| Data in this exercise |
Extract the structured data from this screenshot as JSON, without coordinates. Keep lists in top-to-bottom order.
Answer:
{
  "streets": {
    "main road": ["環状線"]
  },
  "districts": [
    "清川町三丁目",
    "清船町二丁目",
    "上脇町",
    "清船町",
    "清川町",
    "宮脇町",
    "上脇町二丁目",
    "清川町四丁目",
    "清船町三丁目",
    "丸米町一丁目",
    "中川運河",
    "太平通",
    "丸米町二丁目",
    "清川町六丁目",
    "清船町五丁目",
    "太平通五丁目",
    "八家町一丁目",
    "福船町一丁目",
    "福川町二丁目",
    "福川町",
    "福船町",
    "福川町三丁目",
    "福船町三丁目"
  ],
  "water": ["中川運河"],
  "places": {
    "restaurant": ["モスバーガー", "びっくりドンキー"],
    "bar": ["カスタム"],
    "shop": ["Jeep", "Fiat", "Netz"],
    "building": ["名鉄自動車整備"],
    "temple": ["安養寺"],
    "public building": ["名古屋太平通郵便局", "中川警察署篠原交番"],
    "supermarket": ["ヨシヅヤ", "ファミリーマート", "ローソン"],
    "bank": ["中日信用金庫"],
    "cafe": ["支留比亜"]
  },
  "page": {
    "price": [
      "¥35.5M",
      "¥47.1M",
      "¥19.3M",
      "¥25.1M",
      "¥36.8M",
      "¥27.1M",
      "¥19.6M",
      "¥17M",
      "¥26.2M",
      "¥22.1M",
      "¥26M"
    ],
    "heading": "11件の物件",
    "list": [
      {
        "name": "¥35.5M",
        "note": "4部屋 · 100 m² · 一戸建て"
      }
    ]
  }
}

* * *

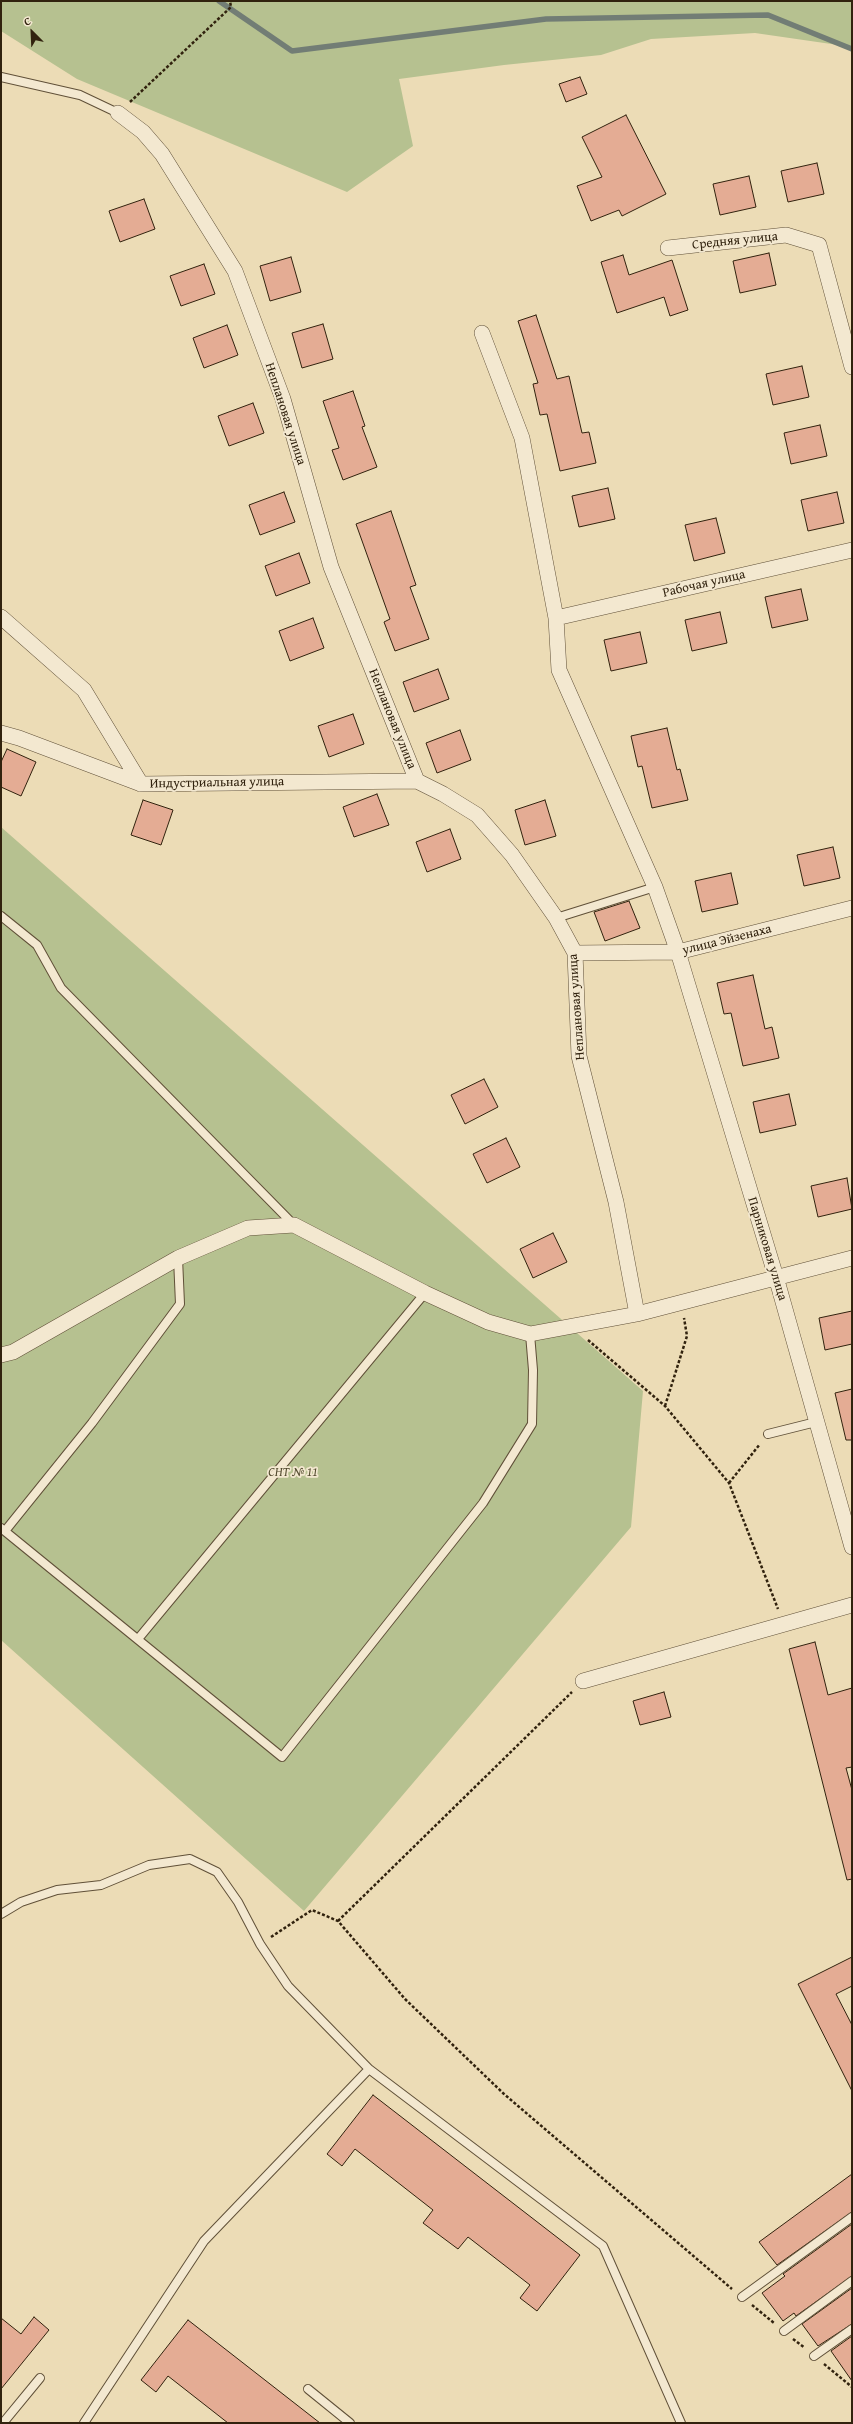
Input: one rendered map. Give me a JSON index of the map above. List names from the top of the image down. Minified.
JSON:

| Action item |
Show all lines above containing "JSON".

| Written response |
Extract the structured data from this screenshot as JSON, without coordinates. Keep lists in top-to-bottom order.
Input: one rendered map. Give me a JSON index of the map above. List names from the top of the image down. Minified.
JSON:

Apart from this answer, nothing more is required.